(Beginning of DATA FOR THIS EXERCISE)

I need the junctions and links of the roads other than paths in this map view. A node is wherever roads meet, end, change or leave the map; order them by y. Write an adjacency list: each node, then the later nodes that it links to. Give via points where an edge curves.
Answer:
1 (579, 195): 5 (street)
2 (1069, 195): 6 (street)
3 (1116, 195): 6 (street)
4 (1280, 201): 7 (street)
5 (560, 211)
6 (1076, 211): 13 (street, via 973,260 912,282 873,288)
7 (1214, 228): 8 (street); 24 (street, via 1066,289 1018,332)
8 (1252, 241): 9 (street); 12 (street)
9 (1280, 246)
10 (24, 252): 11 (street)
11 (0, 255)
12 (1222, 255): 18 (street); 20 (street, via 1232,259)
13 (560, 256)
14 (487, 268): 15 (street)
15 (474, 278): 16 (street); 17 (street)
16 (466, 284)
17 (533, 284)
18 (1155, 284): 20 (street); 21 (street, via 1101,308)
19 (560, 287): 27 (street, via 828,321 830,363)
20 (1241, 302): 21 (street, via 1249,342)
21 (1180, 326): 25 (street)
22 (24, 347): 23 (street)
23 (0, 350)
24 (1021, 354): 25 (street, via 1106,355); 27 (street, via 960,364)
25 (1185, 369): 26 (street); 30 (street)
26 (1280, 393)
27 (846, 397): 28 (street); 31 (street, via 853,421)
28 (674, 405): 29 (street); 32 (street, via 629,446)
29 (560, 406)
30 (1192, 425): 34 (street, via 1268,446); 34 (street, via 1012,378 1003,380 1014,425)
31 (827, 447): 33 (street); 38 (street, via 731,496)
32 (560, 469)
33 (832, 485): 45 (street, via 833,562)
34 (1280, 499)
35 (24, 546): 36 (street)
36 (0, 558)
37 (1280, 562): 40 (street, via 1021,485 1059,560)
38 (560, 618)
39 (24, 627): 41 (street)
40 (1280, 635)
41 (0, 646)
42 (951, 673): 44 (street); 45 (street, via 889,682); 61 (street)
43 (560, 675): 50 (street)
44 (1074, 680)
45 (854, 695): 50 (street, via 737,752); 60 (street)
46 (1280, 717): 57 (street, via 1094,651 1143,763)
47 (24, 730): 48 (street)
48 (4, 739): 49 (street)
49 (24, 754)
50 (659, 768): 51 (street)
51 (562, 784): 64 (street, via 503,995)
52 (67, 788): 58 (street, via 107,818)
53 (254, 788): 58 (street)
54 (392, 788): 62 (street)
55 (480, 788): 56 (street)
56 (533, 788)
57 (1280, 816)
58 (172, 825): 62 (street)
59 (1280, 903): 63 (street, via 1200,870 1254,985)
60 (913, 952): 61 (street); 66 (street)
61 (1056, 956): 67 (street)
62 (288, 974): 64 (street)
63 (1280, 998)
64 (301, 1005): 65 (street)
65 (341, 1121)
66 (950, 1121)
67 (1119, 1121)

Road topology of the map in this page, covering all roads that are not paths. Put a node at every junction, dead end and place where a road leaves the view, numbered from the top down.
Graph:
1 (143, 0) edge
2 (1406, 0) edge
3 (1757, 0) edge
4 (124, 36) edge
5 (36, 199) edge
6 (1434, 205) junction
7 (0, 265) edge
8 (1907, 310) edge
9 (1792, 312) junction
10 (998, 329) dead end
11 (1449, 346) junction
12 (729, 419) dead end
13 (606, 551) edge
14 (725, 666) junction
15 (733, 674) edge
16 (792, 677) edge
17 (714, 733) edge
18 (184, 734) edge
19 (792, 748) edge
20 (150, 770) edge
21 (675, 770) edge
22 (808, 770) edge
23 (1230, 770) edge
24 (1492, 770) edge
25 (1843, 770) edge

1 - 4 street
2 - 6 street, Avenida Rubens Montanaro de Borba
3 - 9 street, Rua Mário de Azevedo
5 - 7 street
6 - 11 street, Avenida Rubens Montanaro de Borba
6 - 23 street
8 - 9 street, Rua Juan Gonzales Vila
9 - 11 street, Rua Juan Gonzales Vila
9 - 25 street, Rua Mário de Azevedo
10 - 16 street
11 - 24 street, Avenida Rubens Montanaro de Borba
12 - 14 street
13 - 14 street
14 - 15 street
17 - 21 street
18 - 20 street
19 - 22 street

(End of DATA FOR THIS EXERCISE)

# [PROBLEM STATEMENT]
Going through the data above, count each line that contains "Avenida" and give only that figure.

# [TASK OUTPUT]
3